##### Records supplied

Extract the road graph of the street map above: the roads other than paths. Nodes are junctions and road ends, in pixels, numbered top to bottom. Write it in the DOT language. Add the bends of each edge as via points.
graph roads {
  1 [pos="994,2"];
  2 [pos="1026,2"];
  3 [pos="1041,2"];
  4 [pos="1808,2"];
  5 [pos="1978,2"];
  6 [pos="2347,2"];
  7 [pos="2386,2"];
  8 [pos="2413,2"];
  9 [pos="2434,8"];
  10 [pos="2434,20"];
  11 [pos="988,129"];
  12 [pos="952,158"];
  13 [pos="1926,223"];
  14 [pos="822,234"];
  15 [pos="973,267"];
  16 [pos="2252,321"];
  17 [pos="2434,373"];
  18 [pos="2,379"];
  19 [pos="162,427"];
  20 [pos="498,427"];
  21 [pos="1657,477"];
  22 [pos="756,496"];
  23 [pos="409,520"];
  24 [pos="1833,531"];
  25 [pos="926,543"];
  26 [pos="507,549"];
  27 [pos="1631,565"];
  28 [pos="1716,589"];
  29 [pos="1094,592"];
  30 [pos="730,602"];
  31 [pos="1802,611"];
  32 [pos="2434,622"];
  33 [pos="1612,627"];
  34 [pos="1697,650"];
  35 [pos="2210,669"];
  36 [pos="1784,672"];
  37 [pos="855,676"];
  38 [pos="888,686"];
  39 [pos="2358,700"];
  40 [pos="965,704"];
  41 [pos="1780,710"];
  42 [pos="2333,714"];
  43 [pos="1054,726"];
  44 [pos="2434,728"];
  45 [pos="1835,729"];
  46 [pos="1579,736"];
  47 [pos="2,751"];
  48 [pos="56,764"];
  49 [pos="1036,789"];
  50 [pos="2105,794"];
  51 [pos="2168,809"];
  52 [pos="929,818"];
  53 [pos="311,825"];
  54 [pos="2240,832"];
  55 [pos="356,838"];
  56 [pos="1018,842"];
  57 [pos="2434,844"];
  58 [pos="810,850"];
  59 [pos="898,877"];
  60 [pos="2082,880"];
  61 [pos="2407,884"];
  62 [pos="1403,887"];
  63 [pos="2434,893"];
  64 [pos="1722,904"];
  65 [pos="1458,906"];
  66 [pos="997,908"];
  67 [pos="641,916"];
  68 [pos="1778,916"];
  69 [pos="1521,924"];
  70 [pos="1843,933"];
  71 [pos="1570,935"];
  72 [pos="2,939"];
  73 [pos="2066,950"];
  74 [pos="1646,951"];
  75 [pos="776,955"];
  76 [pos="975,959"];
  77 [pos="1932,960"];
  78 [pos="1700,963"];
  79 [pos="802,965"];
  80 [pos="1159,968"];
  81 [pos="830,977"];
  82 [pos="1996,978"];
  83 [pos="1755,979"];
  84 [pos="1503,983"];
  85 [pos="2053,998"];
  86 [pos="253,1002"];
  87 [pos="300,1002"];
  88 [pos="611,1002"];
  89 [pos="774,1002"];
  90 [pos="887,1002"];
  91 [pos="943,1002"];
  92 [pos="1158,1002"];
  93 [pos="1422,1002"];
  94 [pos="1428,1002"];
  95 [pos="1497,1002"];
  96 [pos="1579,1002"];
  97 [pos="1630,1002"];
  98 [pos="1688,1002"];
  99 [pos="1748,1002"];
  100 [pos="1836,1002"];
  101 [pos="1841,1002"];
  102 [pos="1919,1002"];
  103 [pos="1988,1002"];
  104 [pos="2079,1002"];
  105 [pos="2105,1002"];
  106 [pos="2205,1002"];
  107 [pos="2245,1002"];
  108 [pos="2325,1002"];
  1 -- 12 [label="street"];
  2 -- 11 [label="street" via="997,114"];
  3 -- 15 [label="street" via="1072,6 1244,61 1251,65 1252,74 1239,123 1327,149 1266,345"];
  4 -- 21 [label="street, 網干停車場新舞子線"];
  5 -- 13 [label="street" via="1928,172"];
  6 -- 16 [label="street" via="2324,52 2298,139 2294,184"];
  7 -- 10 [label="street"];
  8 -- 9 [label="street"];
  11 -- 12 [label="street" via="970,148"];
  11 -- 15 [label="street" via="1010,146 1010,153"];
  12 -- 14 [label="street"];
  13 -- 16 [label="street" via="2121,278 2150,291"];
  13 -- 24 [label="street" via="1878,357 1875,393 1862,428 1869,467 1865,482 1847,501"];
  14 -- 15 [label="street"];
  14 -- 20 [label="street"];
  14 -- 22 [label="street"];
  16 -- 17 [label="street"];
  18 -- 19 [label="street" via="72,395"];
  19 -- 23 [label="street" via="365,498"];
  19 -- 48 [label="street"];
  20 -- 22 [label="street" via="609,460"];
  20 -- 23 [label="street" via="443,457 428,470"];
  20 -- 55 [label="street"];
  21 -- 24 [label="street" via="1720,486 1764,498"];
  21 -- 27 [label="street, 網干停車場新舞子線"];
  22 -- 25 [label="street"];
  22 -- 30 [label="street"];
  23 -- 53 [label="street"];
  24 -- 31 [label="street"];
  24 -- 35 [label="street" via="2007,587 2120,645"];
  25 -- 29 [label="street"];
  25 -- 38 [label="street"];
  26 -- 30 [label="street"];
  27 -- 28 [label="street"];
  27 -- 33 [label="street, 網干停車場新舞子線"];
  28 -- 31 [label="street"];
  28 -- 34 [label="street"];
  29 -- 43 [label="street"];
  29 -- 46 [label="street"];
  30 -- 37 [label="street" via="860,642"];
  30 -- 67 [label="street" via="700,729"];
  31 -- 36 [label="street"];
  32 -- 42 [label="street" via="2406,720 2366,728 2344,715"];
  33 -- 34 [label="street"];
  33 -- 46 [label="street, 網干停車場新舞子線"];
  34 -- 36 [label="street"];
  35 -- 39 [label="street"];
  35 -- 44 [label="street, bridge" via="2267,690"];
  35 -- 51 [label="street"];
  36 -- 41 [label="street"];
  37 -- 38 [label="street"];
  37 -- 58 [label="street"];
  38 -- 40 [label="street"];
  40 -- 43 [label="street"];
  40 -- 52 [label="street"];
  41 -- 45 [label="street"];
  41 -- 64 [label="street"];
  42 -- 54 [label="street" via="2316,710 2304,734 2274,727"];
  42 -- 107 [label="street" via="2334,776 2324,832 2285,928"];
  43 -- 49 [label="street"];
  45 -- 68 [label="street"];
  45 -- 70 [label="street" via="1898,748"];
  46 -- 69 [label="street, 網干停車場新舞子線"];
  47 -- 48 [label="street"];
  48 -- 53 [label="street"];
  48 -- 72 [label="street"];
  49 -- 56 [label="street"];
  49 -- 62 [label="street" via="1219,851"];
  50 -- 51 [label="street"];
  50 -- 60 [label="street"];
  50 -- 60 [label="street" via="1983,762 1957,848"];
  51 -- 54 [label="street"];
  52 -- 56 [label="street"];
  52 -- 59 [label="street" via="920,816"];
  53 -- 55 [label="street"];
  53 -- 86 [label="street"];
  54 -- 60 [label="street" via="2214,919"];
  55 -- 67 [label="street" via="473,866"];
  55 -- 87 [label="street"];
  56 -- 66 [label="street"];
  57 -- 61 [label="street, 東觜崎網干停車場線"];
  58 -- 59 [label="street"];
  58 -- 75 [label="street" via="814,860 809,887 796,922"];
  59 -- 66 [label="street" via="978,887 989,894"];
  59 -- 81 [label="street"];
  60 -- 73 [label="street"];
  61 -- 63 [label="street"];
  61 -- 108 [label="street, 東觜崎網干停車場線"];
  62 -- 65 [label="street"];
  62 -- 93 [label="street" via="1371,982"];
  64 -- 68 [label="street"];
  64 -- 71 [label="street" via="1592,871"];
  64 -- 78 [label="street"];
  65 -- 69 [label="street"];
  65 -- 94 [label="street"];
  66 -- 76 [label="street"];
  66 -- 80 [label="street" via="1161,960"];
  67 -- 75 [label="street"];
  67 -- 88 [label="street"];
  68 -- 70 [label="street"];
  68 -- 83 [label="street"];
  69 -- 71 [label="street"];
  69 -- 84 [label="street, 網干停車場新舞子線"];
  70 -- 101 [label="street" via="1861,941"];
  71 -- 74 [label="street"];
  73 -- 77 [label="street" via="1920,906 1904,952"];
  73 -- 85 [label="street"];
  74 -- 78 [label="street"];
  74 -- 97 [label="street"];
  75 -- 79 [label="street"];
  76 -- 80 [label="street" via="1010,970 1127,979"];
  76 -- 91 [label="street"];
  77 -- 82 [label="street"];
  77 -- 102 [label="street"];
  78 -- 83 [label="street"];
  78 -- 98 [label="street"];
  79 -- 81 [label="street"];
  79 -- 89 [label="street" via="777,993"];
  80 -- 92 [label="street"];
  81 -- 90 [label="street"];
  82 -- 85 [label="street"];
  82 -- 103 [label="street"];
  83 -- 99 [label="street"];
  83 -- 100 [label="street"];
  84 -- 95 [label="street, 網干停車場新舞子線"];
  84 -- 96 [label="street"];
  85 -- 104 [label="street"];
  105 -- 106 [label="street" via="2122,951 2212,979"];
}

##########

When a line of the data above holds the string "roads", count it, and reply with the resulting number only.

2